"... le despotisme naturalise l'usure" — Montesquieu
En una pausa en mis lecturas sobre la historia de los frenos y contrapesos institucionales, di una vuelta por Google para ver algunos estudios empíricos sobre el vínculo entre independencia judicial y costo del capital. Es un tema clave en Contrapesos. Ahora no tengo más remedio que leer las 78 páginas del informe especial del International Journal For Court Administration publicado en 2018 bajo el título "Measuring Judicial Independence and Accountability". Entre las referencias encontradas me llamó la atención un paper de 2010 escrito por Jeffrey K. Staton, Christopher Reenock y Marius Radean: "Judicial Independence and the Democratic Order". Buscando una medición empírica de independencia judicial —exógena con respecto a 'Democratic order' y disponible en series de tiempo—, los autores optan por el indicador 'Contract Intensive Money' (CIM):
CIM = (M2 — C) / M2
Contract Intensive Money fue propuesto en 1999 por Christopher Clague, Philip Keefer, Stephen Knack y Mancur Olson (*). Mide la diferencia entre el agregado monetario amplio M2 y la cantidad de dinero fuera del sistema bancario, en proporción a M2. En un escenario de perfecta confianza sobre el cumplimiento de los contratos: C = 0 y CIM = 1.
If CIM is a good proxy for contractual enforcement more generally, then the higher a
country's CIM ratio, the greater the ability of firms to raise capital, the higher the rate of
investment and (other things, like the opportunity for catch-up growth, equal) the faster the
rate of economic growth. Note that we are not suggesting that the greater use of more sophisticated, noncurrency monies causes better economic performance.

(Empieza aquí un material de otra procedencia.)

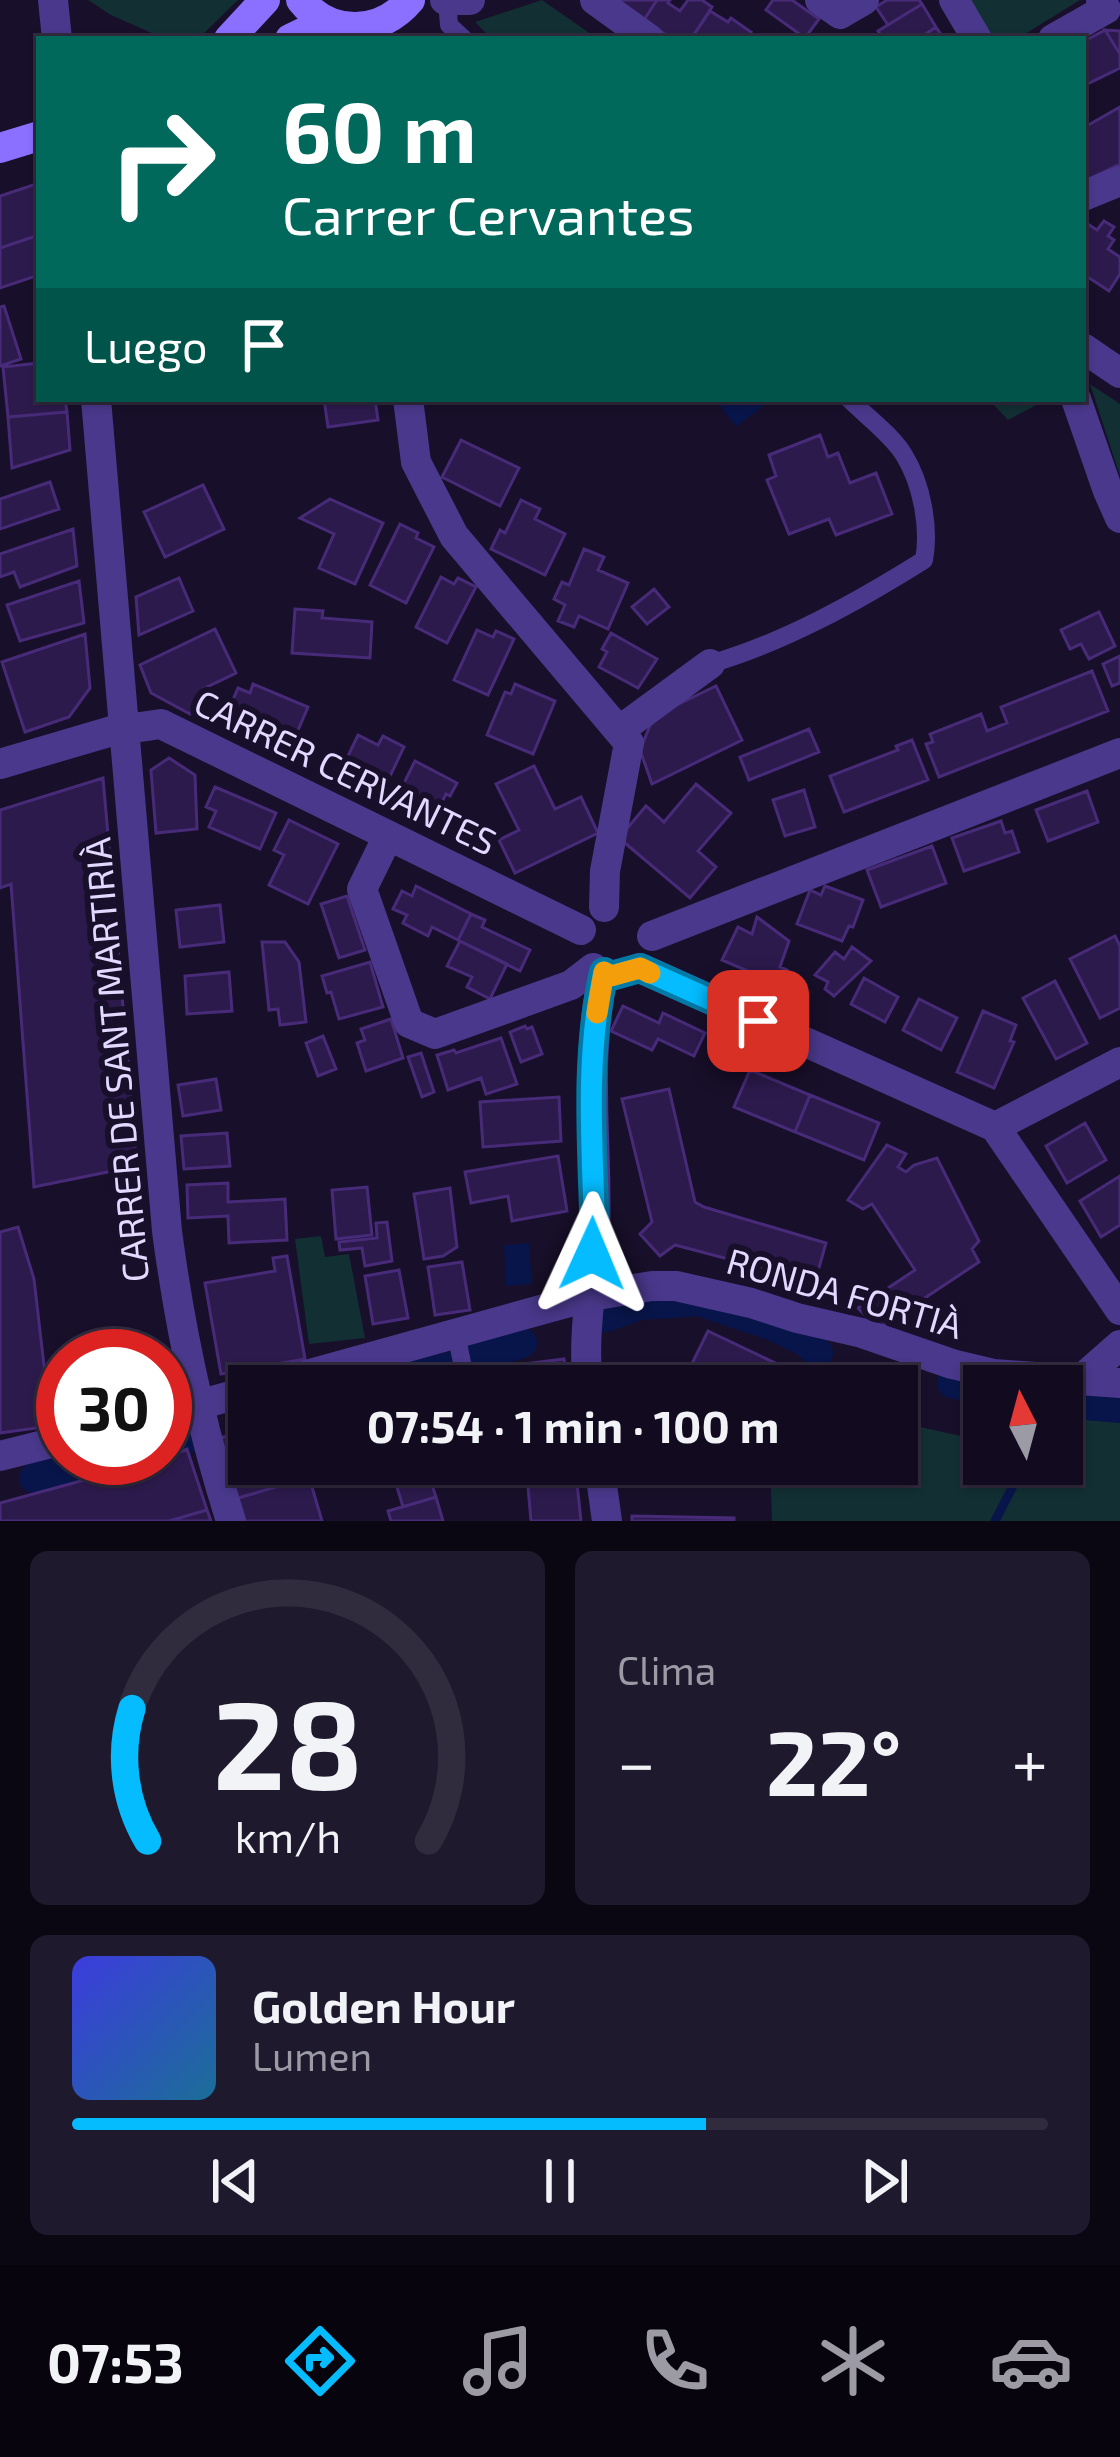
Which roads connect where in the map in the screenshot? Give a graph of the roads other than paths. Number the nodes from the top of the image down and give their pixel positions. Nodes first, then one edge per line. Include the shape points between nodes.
1 (53, 0) edge
2 (265, 0) edge
3 (301, 0) edge
4 (410, 0) edge
5 (446, 0) edge
6 (470, 0) edge
7 (595, 0) edge
8 (820, 0) edge
9 (864, 0) edge
10 (954, 0) edge
11 (1109, 6) edge
12 (327, 21) junction
13 (360, 33) edge
14 (57, 36) edge
15 (233, 36) edge
16 (296, 36) edge
17 (461, 36) edge
18 (645, 36) edge
19 (974, 36) edge
20 (1058, 36) edge
21 (36, 137) edge
22 (0, 148) edge
23 (1120, 181) edge
24 (1086, 195) edge
25 (1086, 350) edge
26 (1120, 373) edge
27 (96, 402) edge
28 (408, 402) edge
29 (852, 402) edge
30 (1077, 402) edge
31 (1120, 518) edge
32 (710, 664) joint
33 (123, 729) junction
34 (620, 730) junction
35 (1120, 753) edge
36 (1, 759) edge
37 (388, 836) junction
38 (604, 907) junction
39 (581, 930) junction
40 (652, 936) junction
41 (640, 968) junction
42 (599, 970) junction
43 (1120, 1062) edge
44 (995, 1127) junction
45 (595, 1242) junction
46 (640, 1287) junction
47 (591, 1296) junction
48 (1120, 1310) edge
49 (458, 1345) junction
50 (1120, 1345) edge
51 (365, 1365) edge
52 (462, 1365) edge
53 (585, 1365) edge
54 (963, 1367) edge
55 (1083, 1377) edge
56 (1083, 1381) edge
57 (1120, 1383) edge
58 (228, 1397) edge
59 (199, 1405) junction
60 (192, 1407) edge
61 (36, 1447) edge
62 (0, 1456) edge
63 (602, 1485) edge
64 (231, 1521) edge
65 (607, 1521) edge

1 - 14 street
2 - 15 main road
3 - 12 main road
4 - 13 main road
5 - 6 street
5 - 17 lane via 449,25
7 - 18 street
8 - 9 street via 840,14
10 - 19 street
11 - 20 street
12 - 13 main road
12 - 16 main road
21 - 22 main road
23 - 24 street
25 - 26 street
27 - 33 street, CARRER DE SANT MARTIRIÀ
28 - 34 street via 416,463 454,536
29 - 32 lane via 904,454 921,497 924,560 869,594
30 - 31 street
32 - 34 street
33 - 36 street, CARRER CERVANTES
33 - 37 street, CARRER CERVANTES via 161,724
33 - 59 street, CARRER DE SANT MARTIRIÀ via 167,1231
34 - 38 street via 629,743
35 - 40 street
37 - 39 street, CARRER CERVANTES
37 - 42 street via 362,889 409,1023 435,1034
38 - 39 street
38 - 40 street via 634,909
39 - 42 street via 584,958
40 - 41 street
41 - 42 street via 611,976
41 - 44 street
42 - 45 street via 591,1085
43 - 44 street
44 - 48 street
45 - 46 street
45 - 47 street
46 - 47 street, RONDA FORTIÀ
46 - 54 street, RONDA FORTIÀ via 676,1286 751,1303
47 - 49 street, RONDA FORTIÀ
47 - 53 street
49 - 51 street, RONDA FORTIÀ
49 - 52 lane
50 - 55 street
56 - 57 street, RONDA FORTIÀ
58 - 59 street
59 - 60 street
59 - 64 street, CARRER DE SANT MARTIRIÀ
61 - 62 street
63 - 65 street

We are hypothesizing instead that
better institutions, especially with respect to contract enforcement, enable a society to obtain
a wider array of (real) gains from trade, and, at the same time, facilitate the use of more
sophisticated forms of money. Thus CIM is a reflection or measure of the type of
governance that improves economic performance rather than a cause of that performance.
* * *
Staton, Reenok y Radean utilizan CIM como la variable independiente en el estudio. Es decir: identifican la cantidad de 'dinero contractual' como proxy de la independencia judicial. Nada de esto hubiera sorprendido a Trenchard y Gordon [ver], Montesquieu, Galiani [ver], Smith [ver] y Necker [ver]. Me llama la atención que pocos economistas argentinos mencionen estos temas, en momentos en que el brutal ataque del des-gobierno a la independencia judicial coincide con una dura crisis económica y con el aumento de la inseguridad. Como bien dicen los autores: "The theoretical inattention to judicial independence in the mainstream literature is alarming". Éstos son algunos de los resultados:
The results suggest that the judicial independence (CIM) generally behaves as
we would expect. In most models, democracies with greater judicial independence, as measured by our
two indicators, experience both longer-lived tenures as well as lower likelihood of violent domestic
conflict and armed conflict. For example, according to Model 1, an increase in contract intensive money
from a low of .245 (e.g. Chad in the 1960s) to a high of .99 (e.g. Luxembourg and New Zealand in the
1990s) would increase a democracy's expected duration by a factor of about 6.17 times
In other words,
with their level of judicial independence, Luxembourg or New Zealand democratic regimes are expected
to last about 6 times longer than Chad's, ceteris paribus. In summary, the additive models provide convincing evidence that democracies benefit from the
supply of independent judicial institutions. With both domestic political violence and the ultimate
culmination of such political violence, the collapse of the democratic state, independent judiciaries appear
to offer some protection against the fear of winning parties violating their promises.
(*) Christopher Clague, Philip Keefer, Stephen Knack y Mancur Olson: "Contract Intensive Money", Journal of Economic Growth, 2.4(1999): pp. 185-212.